EXTRACTED DATA START

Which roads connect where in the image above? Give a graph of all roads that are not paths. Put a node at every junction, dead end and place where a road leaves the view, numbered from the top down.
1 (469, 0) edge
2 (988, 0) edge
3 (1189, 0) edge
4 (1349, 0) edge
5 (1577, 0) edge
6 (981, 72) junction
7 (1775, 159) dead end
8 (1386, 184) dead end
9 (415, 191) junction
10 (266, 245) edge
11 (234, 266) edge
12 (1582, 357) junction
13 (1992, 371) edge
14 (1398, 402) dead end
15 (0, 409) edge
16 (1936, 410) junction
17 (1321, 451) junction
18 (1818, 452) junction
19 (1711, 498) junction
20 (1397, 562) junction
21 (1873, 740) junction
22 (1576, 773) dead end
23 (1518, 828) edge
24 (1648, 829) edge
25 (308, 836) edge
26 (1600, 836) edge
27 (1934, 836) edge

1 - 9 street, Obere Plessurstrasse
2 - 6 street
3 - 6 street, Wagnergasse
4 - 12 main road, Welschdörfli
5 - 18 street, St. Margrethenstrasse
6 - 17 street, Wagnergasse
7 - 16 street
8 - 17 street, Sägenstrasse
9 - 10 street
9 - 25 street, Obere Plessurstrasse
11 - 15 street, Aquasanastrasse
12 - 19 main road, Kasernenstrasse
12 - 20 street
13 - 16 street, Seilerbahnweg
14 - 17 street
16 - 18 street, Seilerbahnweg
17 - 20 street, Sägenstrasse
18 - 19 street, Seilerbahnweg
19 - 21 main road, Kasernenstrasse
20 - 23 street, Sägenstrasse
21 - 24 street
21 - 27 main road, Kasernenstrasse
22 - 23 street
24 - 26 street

EXTRACTED DATA END

**YOUR OBJECTIVE:** Would you reproduce all the entries exactly?

**RESPONSE TO THIS TASK:**
Which roads connect where in the image above? Give a graph of all roads that are not paths. Put a node at every junction, dead end and place where a road leaves the view, numbered from the top down.
1 (469, 0) edge
2 (988, 0) edge
3 (1189, 0) edge
4 (1349, 0) edge
5 (1577, 0) edge
6 (981, 72) junction
7 (1775, 159) dead end
8 (1386, 184) dead end
9 (415, 191) junction
10 (266, 245) edge
11 (234, 266) edge
12 (1582, 357) junction
13 (1992, 371) edge
14 (1398, 402) dead end
15 (0, 409) edge
16 (1936, 410) junction
17 (1321, 451) junction
18 (1818, 452) junction
19 (1711, 498) junction
20 (1397, 562) junction
21 (1873, 740) junction
22 (1576, 773) dead end
23 (1518, 828) edge
24 (1648, 829) edge
25 (308, 836) edge
26 (1600, 836) edge
27 (1934, 836) edge

1 - 9 street, Obere Plessurstrasse
2 - 6 street
3 - 6 street, Wagnergasse
4 - 12 main road, Welschdörfli
5 - 18 street, St. Margrethenstrasse
6 - 17 street, Wagnergasse
7 - 16 street
8 - 17 street, Sägenstrasse
9 - 10 street
9 - 25 street, Obere Plessurstrasse
11 - 15 street, Aquasanastrasse
12 - 19 main road, Kasernenstrasse
12 - 20 street
13 - 16 street, Seilerbahnweg
14 - 17 street
16 - 18 street, Seilerbahnweg
17 - 20 street, Sägenstrasse
18 - 19 street, Seilerbahnweg
19 - 21 main road, Kasernenstrasse
20 - 23 street, Sägenstrasse
21 - 24 street
21 - 27 main road, Kasernenstrasse
22 - 23 street
24 - 26 street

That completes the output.